この2年間で800人あまりが関与したとみられるTOEICの不正受験。警視庁は組織的なカンニングの手口を明らかにしました。使われていたのは、米粒ほどの小さなイヤホンでした。
およそ3ミリ、米粒ほどの大きさの金色の球体。正体は“極小イヤホン”です。
先月7日、TOEICの試験場で中国籍の男女10人がカンニングしようとしたとして警視庁が事情聴取した際、女性から押収されたものです。耳の中に装着すると外からは見えないといいます。
棒は磁石になっていて、イヤホンである球体を耳から取り出す際に耳の中に入れて使うものだということです。中国籍の男女らは、この“極小イヤホン”の使い方を事前にマニュアル動画で学んでいました。
動画(警視庁提供)
「まず金属ビーズを一つ取り外し、頭を傾けて耳の中に入れる。金属ビーズを耳の奥まで滑り込ませる」
他にも。
動画(警視庁提供)
「そのまま後ろぶたに粘着させてふたをこじ開ける。それから電池を一つ用意し…」
このペンダント型の機器とスマホをBluetoothでつなぎ、耳に入れた“極小イヤホン”に音声を送ったとみられます。

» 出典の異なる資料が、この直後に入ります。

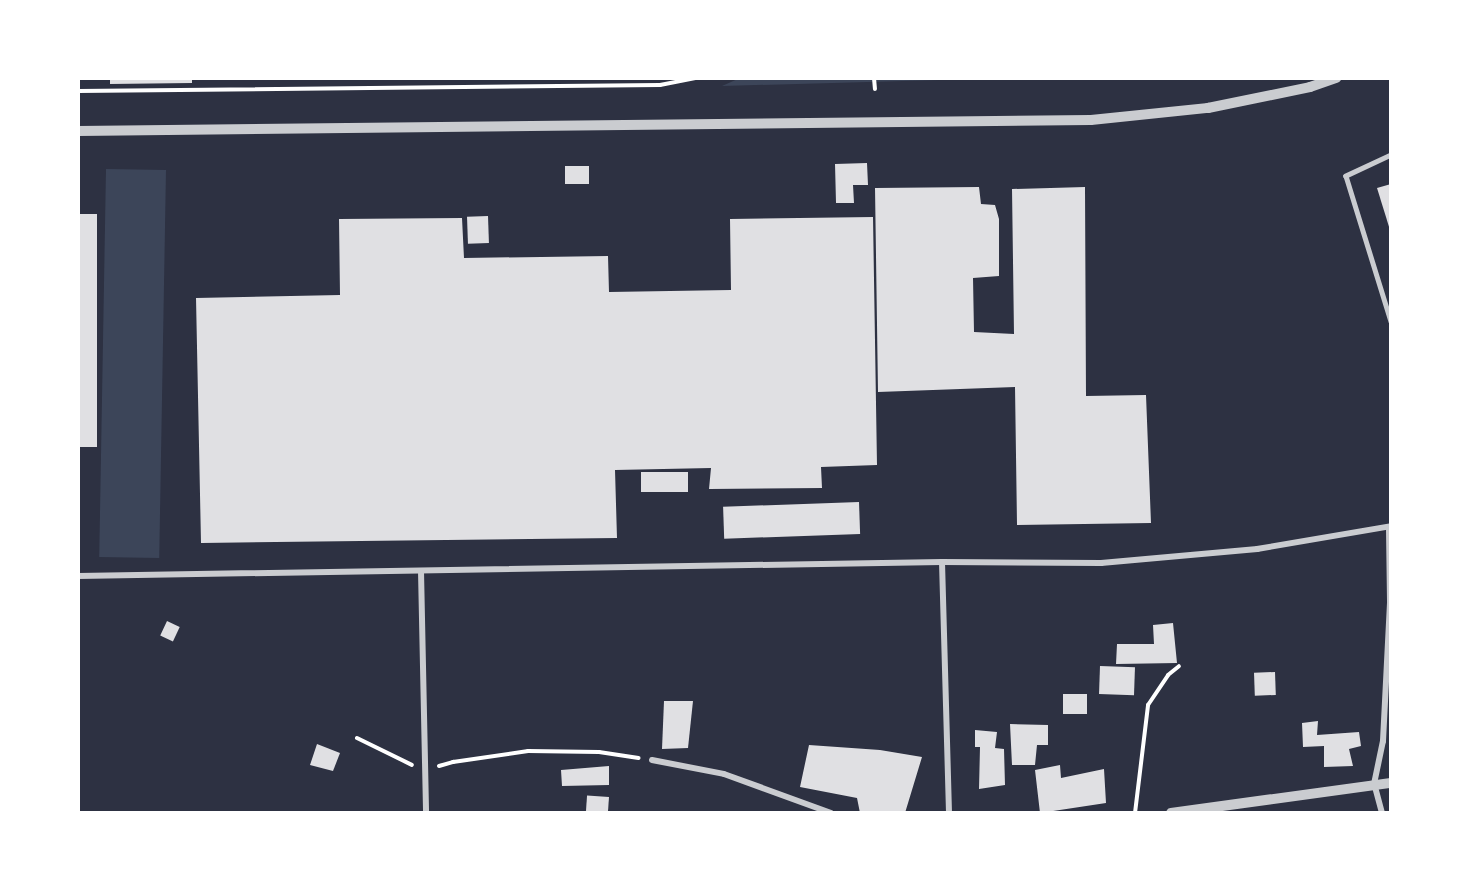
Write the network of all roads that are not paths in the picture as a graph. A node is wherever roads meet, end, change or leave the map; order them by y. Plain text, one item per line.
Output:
1 (1336, 78) edge
2 (78, 131) edge
3 (1391, 155) edge
4 (1391, 321) edge
5 (1390, 526) edge
6 (942, 562) junction
7 (421, 571) junction
8 (78, 576) edge
9 (652, 760) road end
10 (1391, 783) edge
11 (1374, 784) junction
12 (426, 813) edge
13 (831, 813) edge
14 (949, 813) edge
15 (1171, 813) edge
16 (1382, 813) edge

1 - 2 street
3 - 4 lane
5 - 6 street
5 - 11 street
6 - 7 street
6 - 14 street
7 - 8 street
7 - 12 street
9 - 13 street
10 - 11 street
11 - 15 street
11 - 16 street

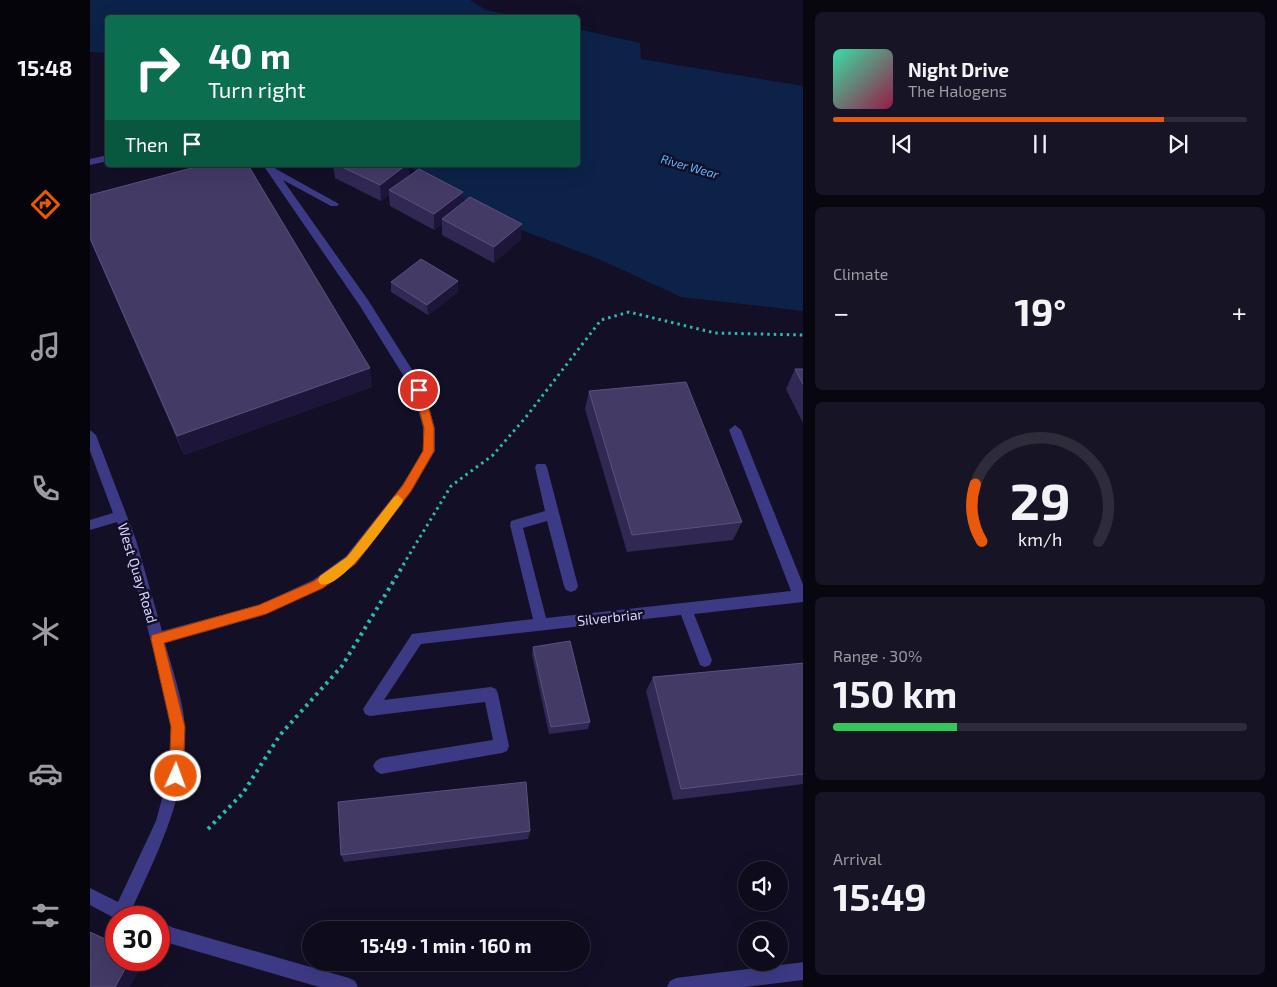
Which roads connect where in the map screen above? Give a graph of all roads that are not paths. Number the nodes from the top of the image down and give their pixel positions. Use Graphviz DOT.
graph roads {
  1 [pos="105,159"];
  2 [pos="90,162"];
  3 [pos="271,168"];
  4 [pos="334,204"];
  5 [pos="735,430"];
  6 [pos="90,434"];
  7 [pos="541,467"];
  8 [pos="552,514"];
  9 [pos="121,516"];
  10 [pos="90,525"];
  11 [pos="571,586"];
  12 [pos="801,596"];
  13 [pos="685,609"];
  14 [pos="541,624"];
  15 [pos="157,639"];
  16 [pos="705,660"];
  17 [pos="381,766"];
  18 [pos="90,896"];
  19 [pos="109,906"];
  20 [pos="130,906"];
  21 [pos="170,935"];
  22 [pos="803,971"];
  23 [pos="349,987"];
  24 [pos="676,987"];
  1 -- 2 [label="street"];
  3 -- 4 [label="street"];
  3 -- 15 [label="street"];
  5 -- 12 [label="street"];
  6 -- 9 [label="street, West Quay Road"];
  7 -- 8 [label="street"];
  8 -- 11 [label="street"];
  8 -- 14 [label="street"];
  9 -- 10 [label="street"];
  9 -- 15 [label="street, West Quay Road"];
  12 -- 13 [label="street, Silverbriar"];
  13 -- 14 [label="street, Silverbriar"];
  13 -- 16 [label="street"];
  14 -- 17 [label="street, Silverbriar"];
  15 -- 20 [label="street, West Quay Road"];
  18 -- 19 [label="street"];
  21 -- 23 [label="street"];
  22 -- 24 [label="street"];
}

きょう警視庁は、今年3月、練馬区の会場で「TOEIC」の試験を他人になりすまして受けたとして、中国籍で京都大学大学院生の王立坤容疑者(27)を再逮捕しました。
王容疑者から押収したマスクと小型マイクも公開。王容疑者は取り調べに黙秘していますが、この小型マイクをマスクの中に隠し、受験者に解答を伝えようとしていたとみられています。
「TOEIC」の試験をめぐっては試験の運営団体が、先月下旬までのおよそ2年間で800人あまりが不正に関与したとみられると発表。これらの受験者の試験結果は無効にしたうえで、今後も調査を続けるとしています。
事情聴取された中国籍の男女らのうちの1人は「中国のSNSで不正受験を検索して5万円を払った」。このように説明していて、警視庁は専門業者が王容疑者などを雇って組織的なカンニングを行っていたとみて、全容解明を進めています。